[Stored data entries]
────────

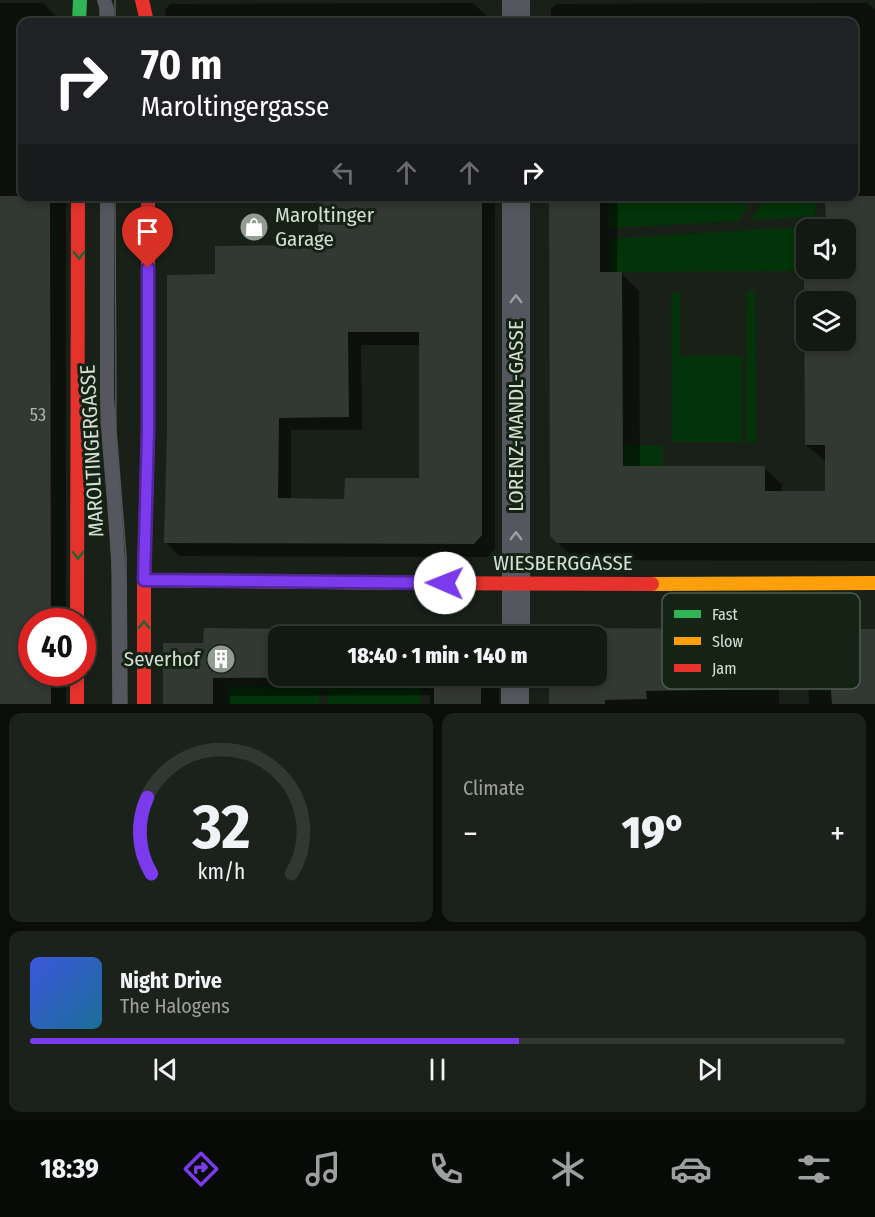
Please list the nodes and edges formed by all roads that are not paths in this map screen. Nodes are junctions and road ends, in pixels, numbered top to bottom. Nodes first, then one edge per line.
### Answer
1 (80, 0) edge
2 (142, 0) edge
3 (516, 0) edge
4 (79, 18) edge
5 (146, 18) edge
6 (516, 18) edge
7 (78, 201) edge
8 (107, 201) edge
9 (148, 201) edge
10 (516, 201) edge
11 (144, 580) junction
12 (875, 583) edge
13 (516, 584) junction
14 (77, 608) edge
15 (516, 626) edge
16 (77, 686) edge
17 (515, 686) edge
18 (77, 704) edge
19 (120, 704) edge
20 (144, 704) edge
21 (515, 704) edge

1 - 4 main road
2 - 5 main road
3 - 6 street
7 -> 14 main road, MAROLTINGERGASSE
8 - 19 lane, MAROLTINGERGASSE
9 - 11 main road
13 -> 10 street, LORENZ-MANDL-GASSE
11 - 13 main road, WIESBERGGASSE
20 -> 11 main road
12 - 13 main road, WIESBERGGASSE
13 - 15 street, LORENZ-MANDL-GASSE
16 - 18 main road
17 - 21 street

────────

### Task description
What you return must match the data above exactly, with no images included.

### Completed task
Please list the nodes and edges formed by all roads that are not paths in this map screen. Nodes are junctions and road ends, in pixels, numbered top to bottom. Nodes first, then one edge per line.
### Answer
1 (80, 0) edge
2 (142, 0) edge
3 (516, 0) edge
4 (79, 18) edge
5 (146, 18) edge
6 (516, 18) edge
7 (78, 201) edge
8 (107, 201) edge
9 (148, 201) edge
10 (516, 201) edge
11 (144, 580) junction
12 (875, 583) edge
13 (516, 584) junction
14 (77, 608) edge
15 (516, 626) edge
16 (77, 686) edge
17 (515, 686) edge
18 (77, 704) edge
19 (120, 704) edge
20 (144, 704) edge
21 (515, 704) edge

1 - 4 main road
2 - 5 main road
3 - 6 street
7 -> 14 main road, MAROLTINGERGASSE
8 - 19 lane, MAROLTINGERGASSE
9 - 11 main road
13 -> 10 street, LORENZ-MANDL-GASSE
11 - 13 main road, WIESBERGGASSE
20 -> 11 main road
12 - 13 main road, WIESBERGGASSE
13 - 15 street, LORENZ-MANDL-GASSE
16 - 18 main road
17 - 21 street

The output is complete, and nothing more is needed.